I Marie Kondo the hell out of them. I list what’s the purpose of each scene, and what I lose if I cut them out – this can be a mental exercise. Will cutting each one in turn leave the reader confused? Sometimes, all the reader is losing is an additional bit of characterisation. This is how I discovered I had two chapters showing the same two characters spar, each from one of their POVs, and the only purpose the first one fulfilled was to show that one of the characters didn’t like cold weather. Yep, that got cut.
Then, anything that's set up but doesn't have a pay off UNLESS it's a deliberate red herring. The length of the set up should be proportional to how crucial to the main plot is the pay off.
E.g. I had two conversations where in the first one the protag was told that demons react to the colour red, and in the next one he found a red ribbon to put on his Sword. And that was the last mention of it. The first mention stayed as flavour, the second conversation got cut.

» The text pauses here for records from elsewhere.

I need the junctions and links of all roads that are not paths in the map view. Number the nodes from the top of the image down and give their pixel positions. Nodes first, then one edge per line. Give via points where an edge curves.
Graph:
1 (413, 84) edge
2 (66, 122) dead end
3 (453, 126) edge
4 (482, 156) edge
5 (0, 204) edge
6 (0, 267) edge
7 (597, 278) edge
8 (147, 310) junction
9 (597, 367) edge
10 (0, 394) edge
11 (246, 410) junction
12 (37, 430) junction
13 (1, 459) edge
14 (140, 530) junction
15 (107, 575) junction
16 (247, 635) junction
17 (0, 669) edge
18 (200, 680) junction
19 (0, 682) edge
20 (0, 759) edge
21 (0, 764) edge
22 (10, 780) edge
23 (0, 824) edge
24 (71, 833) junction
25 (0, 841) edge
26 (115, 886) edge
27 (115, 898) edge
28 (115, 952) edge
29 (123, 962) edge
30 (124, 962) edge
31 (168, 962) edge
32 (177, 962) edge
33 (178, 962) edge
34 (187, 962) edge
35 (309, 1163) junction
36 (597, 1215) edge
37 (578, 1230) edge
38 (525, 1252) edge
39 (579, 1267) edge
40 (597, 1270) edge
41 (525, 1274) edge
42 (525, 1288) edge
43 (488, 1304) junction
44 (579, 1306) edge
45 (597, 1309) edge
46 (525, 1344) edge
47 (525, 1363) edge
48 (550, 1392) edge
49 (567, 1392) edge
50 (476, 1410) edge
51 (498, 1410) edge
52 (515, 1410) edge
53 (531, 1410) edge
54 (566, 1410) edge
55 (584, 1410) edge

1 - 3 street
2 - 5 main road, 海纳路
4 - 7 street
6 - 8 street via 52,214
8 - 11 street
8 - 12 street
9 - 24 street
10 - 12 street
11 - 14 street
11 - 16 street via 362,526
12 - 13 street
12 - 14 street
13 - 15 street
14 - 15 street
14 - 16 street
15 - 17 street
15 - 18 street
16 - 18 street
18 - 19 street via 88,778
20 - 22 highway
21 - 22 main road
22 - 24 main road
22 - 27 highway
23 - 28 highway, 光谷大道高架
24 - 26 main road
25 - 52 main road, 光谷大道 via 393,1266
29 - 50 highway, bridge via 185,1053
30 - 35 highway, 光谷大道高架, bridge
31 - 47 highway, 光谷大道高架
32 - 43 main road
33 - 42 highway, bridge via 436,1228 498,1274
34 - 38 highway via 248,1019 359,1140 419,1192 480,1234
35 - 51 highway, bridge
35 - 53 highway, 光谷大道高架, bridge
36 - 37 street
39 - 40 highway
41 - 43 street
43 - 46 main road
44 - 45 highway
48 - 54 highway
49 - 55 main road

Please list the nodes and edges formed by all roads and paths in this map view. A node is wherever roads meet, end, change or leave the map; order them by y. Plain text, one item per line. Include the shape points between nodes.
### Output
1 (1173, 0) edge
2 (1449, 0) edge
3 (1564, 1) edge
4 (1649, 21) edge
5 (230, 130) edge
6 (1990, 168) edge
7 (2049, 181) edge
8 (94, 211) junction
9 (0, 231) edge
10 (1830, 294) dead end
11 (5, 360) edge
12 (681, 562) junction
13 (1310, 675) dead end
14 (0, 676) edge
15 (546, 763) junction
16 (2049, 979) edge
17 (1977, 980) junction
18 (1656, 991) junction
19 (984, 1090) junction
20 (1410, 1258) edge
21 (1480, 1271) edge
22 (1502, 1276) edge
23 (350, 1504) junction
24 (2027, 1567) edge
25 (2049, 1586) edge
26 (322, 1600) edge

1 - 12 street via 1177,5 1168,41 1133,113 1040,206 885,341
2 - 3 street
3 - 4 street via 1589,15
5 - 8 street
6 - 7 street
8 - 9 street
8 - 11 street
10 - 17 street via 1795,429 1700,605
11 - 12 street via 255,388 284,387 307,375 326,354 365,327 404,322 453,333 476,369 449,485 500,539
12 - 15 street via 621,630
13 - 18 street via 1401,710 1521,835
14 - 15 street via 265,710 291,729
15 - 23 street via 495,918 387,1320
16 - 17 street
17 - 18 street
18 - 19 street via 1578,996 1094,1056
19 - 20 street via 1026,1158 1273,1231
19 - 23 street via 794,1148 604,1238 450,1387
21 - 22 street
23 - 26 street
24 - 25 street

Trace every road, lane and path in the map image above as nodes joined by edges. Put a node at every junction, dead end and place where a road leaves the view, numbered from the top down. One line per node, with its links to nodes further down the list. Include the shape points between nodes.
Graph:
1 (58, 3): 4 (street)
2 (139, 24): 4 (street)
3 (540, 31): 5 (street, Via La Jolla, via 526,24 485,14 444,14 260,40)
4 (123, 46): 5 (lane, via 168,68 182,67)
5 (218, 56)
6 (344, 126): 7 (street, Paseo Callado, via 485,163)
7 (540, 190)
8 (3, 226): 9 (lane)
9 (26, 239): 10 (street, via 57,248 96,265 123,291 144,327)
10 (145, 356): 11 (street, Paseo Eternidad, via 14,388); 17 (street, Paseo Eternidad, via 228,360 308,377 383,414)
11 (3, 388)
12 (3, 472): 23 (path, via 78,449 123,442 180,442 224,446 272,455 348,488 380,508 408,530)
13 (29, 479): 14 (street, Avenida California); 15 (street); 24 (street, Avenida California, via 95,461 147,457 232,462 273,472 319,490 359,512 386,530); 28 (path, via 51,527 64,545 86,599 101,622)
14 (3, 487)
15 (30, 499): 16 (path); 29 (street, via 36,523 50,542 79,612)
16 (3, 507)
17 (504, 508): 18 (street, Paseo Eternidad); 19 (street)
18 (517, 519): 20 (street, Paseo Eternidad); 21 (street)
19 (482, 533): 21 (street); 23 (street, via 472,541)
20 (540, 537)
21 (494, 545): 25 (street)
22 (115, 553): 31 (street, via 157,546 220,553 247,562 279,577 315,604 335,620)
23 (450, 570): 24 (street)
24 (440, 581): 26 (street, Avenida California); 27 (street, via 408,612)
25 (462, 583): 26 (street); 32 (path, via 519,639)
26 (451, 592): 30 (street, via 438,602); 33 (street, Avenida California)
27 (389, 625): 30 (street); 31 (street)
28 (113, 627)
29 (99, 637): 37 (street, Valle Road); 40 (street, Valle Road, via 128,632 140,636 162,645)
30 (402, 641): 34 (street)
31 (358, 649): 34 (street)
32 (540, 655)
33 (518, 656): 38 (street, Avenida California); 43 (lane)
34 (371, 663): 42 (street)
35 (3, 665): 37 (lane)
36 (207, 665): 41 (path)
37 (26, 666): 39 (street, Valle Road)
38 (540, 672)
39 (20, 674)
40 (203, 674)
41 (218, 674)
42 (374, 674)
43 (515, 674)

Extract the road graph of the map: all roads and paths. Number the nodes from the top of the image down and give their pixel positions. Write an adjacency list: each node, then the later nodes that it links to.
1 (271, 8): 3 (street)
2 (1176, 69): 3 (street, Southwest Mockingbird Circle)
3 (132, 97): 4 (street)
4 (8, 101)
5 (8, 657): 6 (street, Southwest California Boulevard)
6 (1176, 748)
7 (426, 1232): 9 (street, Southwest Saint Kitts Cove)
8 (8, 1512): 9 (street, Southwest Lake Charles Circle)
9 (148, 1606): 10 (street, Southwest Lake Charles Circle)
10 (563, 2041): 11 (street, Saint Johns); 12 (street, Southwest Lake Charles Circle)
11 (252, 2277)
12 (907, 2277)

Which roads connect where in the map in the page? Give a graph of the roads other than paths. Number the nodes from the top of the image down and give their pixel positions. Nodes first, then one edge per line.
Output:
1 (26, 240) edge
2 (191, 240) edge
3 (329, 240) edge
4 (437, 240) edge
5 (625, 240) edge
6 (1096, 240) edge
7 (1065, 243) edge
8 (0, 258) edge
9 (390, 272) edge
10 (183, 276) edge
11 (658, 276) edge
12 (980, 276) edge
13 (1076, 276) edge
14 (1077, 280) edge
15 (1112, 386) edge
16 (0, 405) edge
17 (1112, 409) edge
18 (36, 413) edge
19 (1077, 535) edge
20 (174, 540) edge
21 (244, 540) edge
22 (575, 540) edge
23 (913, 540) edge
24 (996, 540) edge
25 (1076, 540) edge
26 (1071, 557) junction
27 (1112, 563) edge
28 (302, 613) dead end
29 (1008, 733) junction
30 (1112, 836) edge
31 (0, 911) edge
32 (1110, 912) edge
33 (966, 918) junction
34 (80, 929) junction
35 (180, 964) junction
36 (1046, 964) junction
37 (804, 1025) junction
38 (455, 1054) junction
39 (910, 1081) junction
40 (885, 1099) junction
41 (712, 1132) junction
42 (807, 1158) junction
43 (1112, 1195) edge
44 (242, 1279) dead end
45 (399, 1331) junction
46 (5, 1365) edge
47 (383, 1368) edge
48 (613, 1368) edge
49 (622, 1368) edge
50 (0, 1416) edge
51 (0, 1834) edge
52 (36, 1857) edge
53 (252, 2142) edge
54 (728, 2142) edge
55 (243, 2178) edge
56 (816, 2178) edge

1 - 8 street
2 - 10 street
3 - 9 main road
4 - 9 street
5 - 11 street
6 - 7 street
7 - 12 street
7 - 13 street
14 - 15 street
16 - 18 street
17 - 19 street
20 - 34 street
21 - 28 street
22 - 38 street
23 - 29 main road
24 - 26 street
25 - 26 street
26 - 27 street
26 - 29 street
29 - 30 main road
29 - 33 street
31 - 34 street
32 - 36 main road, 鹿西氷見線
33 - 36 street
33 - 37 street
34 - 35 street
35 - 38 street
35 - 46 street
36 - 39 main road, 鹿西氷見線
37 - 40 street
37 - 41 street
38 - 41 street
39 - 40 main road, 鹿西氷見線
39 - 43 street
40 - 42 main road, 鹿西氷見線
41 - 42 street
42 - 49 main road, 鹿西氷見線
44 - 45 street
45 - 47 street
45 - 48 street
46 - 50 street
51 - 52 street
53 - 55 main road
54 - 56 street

And I know I need the red ribbon there in the second book of the trilogy, but it really can appear closer to when it's needed – i.e. in the second book. In general, I'm weeding out set up for later instalments which are easy to forget.
Repetitive Chapter Structure
I group chapters by structure, especially paying attention to the cases when:
Characters sit around discussing a plan, with the dialogue being a civil discussion all the way through. I know I have a tendency to do exposition through pages of dialogue. I don't want to have more than 2-3 of these across 50 chapters, and I want them spaced out.
A character fills others in on events they don’t know about. This can be either 'you weren't around when this happened to me' or 'this is a legend you (and especially the reader) needs to know, to understand the rest of the story'. I want to make sure there’s at most 1 of these in my novel.
How many of each you want in your manuscript, depends on its length and genre – I’m going for a fantasy adventure with a fair bit of action, so I cut down on the dialogue-heavy or research chapters, in favour of action scenes.
If in either of these categories I have more than what I want, I try to change the setting, or sprinkle in some action – for example, talking while doing shopping or renovating a house. Sometimes, a large chunk of the conversation can be skipped with a 3-5 sentence summary paragraph – and yes, in cases like this exposition might be the lesser of two evils. I also make sure the similar chapters are spaced out, with a change of pacing or setting between them.
This is where I stop tinkering with the story on my own – if I go on further, I don’t have the confidence that my changes are making it any better.